(Dataset records Opens)

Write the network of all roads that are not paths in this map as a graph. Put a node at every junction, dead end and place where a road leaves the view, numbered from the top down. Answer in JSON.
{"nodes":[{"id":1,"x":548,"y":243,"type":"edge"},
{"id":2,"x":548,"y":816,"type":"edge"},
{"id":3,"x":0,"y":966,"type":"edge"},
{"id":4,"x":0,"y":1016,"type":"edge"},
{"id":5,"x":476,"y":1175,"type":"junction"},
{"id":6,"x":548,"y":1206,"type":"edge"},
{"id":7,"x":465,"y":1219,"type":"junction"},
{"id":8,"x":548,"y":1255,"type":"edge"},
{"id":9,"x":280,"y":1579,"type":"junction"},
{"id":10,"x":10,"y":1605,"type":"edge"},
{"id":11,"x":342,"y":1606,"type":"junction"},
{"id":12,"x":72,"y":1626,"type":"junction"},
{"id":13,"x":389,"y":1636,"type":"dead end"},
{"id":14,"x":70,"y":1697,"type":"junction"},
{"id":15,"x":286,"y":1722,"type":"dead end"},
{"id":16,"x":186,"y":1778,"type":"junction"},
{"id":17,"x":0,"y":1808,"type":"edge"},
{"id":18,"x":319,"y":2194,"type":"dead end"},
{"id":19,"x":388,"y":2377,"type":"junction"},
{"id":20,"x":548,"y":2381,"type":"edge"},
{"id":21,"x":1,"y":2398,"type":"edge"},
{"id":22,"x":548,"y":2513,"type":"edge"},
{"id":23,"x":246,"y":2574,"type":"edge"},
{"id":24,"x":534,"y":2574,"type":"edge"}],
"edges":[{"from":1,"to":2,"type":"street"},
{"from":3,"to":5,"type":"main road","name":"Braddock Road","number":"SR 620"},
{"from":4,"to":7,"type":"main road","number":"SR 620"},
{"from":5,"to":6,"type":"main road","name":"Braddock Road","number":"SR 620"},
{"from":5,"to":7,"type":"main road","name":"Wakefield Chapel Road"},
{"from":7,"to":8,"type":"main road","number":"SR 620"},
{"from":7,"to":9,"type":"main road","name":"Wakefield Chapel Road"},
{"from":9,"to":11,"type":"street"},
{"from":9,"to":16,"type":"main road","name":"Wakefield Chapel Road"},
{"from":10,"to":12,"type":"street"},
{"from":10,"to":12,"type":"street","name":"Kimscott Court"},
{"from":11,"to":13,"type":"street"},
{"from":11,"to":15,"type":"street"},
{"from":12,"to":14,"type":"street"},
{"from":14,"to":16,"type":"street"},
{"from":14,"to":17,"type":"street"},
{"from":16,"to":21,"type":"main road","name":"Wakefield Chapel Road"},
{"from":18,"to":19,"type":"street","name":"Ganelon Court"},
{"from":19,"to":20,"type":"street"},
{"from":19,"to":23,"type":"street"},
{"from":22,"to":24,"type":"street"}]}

(Dataset records Closes)

Problem statement | Only the lines with "junction" are needed; find them in the records and copy each one.

Answer section |
Write the network of all roads that are not paths in this map as a graph. Put a node at every junction, dead end and place where a road leaves the view, numbered from the top down. Answer in JSON.
{"id":5,"x":476,"y":1175,"type":"junction"},
{"id":7,"x":465,"y":1219,"type":"junction"},
{"id":9,"x":280,"y":1579,"type":"junction"},
{"id":11,"x":342,"y":1606,"type":"junction"},
{"id":12,"x":72,"y":1626,"type":"junction"},
{"id":14,"x":70,"y":1697,"type":"junction"},
{"id":16,"x":186,"y":1778,"type":"junction"},
{"id":19,"x":388,"y":2377,"type":"junction"},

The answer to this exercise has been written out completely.